"""

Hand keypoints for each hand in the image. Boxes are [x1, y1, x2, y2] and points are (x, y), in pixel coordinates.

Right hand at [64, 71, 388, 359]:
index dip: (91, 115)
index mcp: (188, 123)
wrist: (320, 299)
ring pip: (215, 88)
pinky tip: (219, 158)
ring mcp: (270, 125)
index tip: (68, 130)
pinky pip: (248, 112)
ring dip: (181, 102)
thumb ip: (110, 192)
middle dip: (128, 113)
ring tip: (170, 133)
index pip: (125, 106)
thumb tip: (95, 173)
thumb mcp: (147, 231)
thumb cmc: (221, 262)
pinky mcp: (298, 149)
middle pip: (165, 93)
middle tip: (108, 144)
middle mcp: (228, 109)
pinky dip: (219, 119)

"""
"""

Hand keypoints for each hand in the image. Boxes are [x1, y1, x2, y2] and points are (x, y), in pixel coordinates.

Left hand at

"""
"""

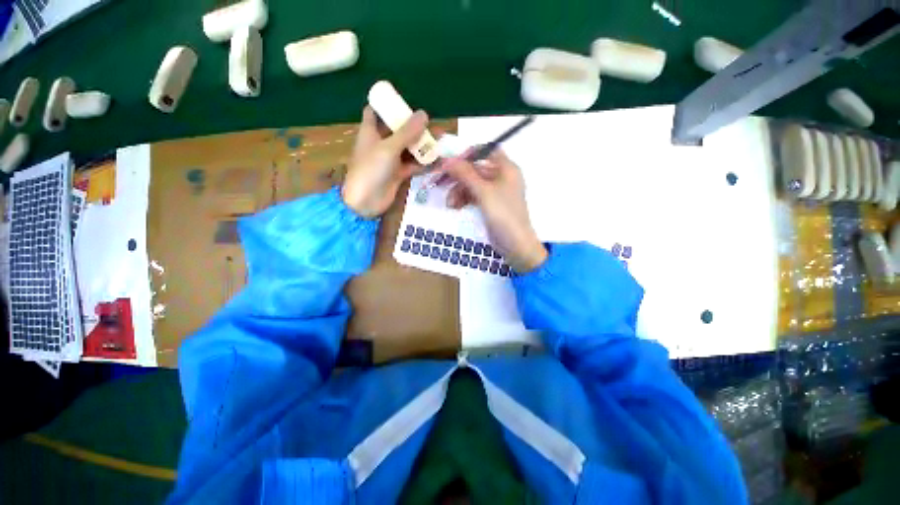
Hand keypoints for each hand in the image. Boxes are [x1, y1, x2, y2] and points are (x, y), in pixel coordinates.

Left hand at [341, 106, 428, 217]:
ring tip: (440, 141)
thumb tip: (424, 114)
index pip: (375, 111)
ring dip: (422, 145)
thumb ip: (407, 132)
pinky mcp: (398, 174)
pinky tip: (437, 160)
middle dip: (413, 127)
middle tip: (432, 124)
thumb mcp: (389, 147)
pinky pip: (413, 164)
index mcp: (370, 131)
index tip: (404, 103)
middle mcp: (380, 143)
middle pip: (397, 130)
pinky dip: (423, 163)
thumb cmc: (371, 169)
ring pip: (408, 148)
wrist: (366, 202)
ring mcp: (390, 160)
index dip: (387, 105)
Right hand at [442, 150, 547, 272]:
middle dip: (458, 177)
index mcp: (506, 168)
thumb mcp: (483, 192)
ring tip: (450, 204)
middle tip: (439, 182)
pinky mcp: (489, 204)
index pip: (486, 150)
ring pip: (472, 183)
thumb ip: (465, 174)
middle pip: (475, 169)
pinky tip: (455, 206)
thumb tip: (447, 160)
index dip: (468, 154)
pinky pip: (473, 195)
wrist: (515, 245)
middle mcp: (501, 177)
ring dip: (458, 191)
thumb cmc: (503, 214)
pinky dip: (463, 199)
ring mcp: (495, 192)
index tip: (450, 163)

"""

About this exercise >> Provide the count of lines in the entries above that hold the word "pinky", and leave out everything else.

Expected answer >> 12